_THE TASK_. Take each line of the listing that has the string "三国金津線" and report it.

_GIVEN ENTRIES_.

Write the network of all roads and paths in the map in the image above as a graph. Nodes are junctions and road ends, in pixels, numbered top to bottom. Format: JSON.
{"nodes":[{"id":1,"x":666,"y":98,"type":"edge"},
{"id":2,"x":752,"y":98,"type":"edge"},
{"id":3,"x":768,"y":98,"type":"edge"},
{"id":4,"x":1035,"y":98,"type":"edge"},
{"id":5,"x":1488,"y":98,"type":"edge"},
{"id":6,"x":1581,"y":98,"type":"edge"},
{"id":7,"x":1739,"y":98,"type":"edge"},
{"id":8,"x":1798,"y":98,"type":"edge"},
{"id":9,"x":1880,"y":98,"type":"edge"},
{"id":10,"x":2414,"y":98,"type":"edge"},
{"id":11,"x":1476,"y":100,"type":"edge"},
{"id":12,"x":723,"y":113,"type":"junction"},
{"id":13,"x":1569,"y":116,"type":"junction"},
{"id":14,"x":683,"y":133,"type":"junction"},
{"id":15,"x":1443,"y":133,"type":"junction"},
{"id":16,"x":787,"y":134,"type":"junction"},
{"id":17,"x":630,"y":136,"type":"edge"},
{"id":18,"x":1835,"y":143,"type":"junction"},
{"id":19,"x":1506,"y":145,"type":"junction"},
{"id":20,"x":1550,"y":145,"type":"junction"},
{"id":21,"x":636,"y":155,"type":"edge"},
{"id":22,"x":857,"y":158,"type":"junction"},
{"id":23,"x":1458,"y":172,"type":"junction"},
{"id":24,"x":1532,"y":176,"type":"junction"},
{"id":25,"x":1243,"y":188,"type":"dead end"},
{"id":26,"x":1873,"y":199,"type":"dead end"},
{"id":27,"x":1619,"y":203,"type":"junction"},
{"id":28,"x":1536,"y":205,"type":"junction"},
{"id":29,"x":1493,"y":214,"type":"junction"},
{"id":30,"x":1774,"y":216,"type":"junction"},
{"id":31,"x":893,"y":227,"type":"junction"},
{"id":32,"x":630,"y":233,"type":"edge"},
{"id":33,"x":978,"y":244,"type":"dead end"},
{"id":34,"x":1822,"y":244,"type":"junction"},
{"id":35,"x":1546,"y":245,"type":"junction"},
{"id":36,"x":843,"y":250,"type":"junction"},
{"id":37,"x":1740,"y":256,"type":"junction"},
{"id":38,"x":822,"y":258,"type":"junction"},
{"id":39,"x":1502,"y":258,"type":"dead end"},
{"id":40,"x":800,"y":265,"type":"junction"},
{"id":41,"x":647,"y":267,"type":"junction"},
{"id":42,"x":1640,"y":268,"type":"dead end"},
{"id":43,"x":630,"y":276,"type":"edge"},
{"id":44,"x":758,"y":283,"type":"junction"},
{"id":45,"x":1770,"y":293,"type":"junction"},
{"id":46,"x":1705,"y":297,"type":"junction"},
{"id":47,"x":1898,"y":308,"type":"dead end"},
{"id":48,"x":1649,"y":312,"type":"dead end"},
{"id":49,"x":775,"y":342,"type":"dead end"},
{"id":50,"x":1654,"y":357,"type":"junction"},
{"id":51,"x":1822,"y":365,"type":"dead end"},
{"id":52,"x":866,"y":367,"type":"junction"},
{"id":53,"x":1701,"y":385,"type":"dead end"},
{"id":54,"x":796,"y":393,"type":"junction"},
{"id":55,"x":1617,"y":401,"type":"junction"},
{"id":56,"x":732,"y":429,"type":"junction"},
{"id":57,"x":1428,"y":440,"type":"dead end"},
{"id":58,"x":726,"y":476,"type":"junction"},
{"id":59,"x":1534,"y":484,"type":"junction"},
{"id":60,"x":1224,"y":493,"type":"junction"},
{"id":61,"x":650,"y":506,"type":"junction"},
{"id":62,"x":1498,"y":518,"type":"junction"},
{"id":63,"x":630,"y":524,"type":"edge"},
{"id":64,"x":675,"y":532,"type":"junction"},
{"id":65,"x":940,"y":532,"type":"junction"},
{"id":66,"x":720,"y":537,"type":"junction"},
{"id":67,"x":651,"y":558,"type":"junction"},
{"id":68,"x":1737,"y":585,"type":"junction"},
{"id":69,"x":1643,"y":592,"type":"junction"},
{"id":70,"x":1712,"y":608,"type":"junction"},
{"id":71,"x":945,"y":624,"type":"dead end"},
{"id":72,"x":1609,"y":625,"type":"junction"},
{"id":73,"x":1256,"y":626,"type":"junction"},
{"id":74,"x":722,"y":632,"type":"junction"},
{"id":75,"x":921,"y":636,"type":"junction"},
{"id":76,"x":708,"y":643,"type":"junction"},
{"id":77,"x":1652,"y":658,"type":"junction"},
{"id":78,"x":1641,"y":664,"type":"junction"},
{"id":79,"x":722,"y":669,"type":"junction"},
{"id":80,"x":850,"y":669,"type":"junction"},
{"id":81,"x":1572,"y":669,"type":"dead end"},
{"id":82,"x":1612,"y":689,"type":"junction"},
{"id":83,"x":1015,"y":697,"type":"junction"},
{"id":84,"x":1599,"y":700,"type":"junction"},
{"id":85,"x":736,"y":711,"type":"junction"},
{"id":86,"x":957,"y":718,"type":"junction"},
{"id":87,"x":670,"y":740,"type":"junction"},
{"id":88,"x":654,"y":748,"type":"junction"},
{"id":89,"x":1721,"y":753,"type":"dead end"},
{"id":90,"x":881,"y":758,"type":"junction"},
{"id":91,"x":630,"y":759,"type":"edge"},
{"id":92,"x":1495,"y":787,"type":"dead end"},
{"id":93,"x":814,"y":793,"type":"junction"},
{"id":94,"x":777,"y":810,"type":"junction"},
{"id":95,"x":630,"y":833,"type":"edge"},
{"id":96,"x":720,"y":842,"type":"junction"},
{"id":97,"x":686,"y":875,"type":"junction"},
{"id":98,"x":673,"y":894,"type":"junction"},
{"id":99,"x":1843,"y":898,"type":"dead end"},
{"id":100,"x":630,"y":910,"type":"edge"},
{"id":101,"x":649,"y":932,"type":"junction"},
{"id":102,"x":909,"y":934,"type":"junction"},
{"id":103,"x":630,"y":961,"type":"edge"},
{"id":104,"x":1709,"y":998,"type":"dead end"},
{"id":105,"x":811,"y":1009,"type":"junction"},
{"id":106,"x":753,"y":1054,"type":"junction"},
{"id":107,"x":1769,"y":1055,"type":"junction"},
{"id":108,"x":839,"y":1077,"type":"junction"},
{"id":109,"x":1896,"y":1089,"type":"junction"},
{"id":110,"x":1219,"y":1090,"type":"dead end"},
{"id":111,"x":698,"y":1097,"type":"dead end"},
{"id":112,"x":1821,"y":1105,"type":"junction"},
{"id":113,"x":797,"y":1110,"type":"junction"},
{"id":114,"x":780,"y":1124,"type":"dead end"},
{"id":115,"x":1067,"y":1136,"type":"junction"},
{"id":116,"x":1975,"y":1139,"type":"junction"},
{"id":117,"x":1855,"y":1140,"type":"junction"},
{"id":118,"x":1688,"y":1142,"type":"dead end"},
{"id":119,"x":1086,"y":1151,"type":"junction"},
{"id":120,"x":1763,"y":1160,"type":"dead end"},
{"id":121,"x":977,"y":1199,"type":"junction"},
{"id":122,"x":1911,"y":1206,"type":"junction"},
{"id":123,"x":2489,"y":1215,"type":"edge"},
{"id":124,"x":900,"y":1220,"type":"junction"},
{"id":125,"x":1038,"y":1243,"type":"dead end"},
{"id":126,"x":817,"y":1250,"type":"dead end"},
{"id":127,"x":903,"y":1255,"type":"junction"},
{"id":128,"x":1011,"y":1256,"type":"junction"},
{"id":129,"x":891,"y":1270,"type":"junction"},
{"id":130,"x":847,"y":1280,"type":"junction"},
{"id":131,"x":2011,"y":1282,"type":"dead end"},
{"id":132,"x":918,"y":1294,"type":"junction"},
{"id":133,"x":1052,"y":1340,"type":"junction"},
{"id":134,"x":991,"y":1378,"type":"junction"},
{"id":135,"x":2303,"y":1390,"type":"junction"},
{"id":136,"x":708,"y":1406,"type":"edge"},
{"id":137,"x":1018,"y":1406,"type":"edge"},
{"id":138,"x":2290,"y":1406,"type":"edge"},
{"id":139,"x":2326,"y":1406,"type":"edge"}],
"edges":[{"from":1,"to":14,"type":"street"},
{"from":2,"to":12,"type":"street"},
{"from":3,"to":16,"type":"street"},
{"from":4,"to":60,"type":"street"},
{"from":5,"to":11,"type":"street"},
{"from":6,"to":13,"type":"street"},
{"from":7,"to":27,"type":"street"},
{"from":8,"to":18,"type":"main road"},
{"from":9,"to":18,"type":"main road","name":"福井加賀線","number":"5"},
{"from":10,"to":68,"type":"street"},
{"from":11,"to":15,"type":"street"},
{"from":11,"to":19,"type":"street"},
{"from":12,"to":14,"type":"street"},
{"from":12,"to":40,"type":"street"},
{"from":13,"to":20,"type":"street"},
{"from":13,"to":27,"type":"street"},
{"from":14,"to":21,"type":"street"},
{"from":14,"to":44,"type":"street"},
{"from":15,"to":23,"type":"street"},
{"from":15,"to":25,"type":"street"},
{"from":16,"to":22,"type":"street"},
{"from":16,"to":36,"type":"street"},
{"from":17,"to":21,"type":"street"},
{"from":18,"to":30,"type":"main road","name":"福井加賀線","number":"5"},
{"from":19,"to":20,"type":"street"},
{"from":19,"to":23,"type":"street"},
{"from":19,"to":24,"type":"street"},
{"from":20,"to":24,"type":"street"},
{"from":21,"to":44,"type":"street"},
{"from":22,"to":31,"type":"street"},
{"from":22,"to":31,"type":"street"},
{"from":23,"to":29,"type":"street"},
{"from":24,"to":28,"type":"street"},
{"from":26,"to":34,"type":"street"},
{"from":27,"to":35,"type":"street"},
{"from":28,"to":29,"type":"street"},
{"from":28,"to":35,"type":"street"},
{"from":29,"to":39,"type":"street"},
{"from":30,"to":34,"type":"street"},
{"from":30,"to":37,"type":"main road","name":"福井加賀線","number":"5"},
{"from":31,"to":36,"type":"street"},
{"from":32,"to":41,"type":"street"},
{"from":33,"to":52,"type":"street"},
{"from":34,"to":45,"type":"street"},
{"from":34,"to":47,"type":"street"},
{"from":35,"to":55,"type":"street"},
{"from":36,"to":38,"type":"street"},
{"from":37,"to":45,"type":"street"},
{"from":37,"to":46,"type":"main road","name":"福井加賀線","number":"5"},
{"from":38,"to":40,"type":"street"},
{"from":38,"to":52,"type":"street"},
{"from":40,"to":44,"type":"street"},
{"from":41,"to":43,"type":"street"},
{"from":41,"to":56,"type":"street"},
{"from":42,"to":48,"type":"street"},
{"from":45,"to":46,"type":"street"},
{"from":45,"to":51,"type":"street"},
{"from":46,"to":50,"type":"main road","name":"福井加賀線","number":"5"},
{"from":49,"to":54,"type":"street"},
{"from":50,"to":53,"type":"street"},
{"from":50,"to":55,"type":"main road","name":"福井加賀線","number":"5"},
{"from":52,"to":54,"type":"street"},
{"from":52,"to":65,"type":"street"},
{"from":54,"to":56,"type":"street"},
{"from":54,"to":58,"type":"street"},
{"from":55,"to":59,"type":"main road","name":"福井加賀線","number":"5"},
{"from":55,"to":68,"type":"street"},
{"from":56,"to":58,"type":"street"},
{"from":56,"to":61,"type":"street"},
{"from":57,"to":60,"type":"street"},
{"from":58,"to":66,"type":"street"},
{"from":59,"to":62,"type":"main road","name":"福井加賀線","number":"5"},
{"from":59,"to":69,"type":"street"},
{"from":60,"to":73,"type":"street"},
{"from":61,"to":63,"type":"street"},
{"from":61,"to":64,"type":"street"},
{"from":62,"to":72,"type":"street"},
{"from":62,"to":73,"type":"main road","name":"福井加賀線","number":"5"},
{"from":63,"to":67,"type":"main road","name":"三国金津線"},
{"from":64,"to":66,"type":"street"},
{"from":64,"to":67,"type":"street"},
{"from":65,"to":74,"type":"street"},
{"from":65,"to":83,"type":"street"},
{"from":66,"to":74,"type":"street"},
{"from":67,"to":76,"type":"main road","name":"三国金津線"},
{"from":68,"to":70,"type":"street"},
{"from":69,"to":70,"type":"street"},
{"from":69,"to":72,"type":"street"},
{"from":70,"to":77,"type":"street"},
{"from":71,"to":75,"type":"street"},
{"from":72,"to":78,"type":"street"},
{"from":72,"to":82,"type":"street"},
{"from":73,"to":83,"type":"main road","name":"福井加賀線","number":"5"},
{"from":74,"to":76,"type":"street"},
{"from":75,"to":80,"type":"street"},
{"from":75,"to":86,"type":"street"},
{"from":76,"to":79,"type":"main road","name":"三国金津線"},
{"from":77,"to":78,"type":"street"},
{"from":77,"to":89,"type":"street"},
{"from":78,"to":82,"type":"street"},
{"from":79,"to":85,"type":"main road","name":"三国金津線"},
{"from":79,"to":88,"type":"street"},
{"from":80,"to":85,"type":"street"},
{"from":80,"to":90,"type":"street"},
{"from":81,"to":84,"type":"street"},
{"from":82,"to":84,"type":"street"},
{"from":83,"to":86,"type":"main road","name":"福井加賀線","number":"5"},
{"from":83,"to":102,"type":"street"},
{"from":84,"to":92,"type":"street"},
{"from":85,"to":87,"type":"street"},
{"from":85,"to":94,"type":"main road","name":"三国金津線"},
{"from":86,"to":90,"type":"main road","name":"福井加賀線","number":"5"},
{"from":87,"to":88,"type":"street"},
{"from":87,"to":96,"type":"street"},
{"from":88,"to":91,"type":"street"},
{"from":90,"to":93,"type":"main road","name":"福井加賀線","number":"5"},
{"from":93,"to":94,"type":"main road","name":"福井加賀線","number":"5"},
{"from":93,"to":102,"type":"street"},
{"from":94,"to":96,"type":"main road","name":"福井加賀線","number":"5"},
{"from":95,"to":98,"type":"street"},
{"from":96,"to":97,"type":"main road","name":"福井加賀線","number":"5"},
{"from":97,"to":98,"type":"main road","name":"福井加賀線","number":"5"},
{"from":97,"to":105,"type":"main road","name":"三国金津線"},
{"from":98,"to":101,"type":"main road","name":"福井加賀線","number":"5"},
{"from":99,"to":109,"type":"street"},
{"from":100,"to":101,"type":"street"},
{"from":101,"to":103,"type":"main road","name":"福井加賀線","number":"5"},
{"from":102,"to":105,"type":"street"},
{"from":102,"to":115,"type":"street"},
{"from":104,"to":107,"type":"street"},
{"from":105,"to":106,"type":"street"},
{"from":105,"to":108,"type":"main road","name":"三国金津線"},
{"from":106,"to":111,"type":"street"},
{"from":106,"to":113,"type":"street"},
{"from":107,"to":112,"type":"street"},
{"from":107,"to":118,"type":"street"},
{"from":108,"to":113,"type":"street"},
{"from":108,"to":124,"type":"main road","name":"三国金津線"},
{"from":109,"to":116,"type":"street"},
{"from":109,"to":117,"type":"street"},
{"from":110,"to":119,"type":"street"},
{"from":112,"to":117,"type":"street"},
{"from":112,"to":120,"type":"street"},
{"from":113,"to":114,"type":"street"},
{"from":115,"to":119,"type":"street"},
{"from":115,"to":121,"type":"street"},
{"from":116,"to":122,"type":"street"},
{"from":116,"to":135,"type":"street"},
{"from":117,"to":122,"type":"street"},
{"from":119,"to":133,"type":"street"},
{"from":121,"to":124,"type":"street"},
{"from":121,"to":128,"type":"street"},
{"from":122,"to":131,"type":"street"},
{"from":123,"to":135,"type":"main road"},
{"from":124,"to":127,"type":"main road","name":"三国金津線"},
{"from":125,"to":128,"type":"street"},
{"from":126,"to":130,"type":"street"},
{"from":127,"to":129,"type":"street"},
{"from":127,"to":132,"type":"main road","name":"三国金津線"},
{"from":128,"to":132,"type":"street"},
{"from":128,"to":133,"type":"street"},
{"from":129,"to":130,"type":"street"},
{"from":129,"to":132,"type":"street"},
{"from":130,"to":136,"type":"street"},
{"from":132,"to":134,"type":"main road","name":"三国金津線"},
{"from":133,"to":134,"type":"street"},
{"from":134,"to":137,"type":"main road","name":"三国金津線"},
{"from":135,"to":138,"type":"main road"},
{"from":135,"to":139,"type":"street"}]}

_FINAL ANSWER_.
{"from":63,"to":67,"type":"main road","name":"三国金津線"},
{"from":67,"to":76,"type":"main road","name":"三国金津線"},
{"from":76,"to":79,"type":"main road","name":"三国金津線"},
{"from":79,"to":85,"type":"main road","name":"三国金津線"},
{"from":85,"to":94,"type":"main road","name":"三国金津線"},
{"from":97,"to":105,"type":"main road","name":"三国金津線"},
{"from":105,"to":108,"type":"main road","name":"三国金津線"},
{"from":108,"to":124,"type":"main road","name":"三国金津線"},
{"from":124,"to":127,"type":"main road","name":"三国金津線"},
{"from":127,"to":132,"type":"main road","name":"三国金津線"},
{"from":132,"to":134,"type":"main road","name":"三国金津線"},
{"from":134,"to":137,"type":"main road","name":"三国金津線"},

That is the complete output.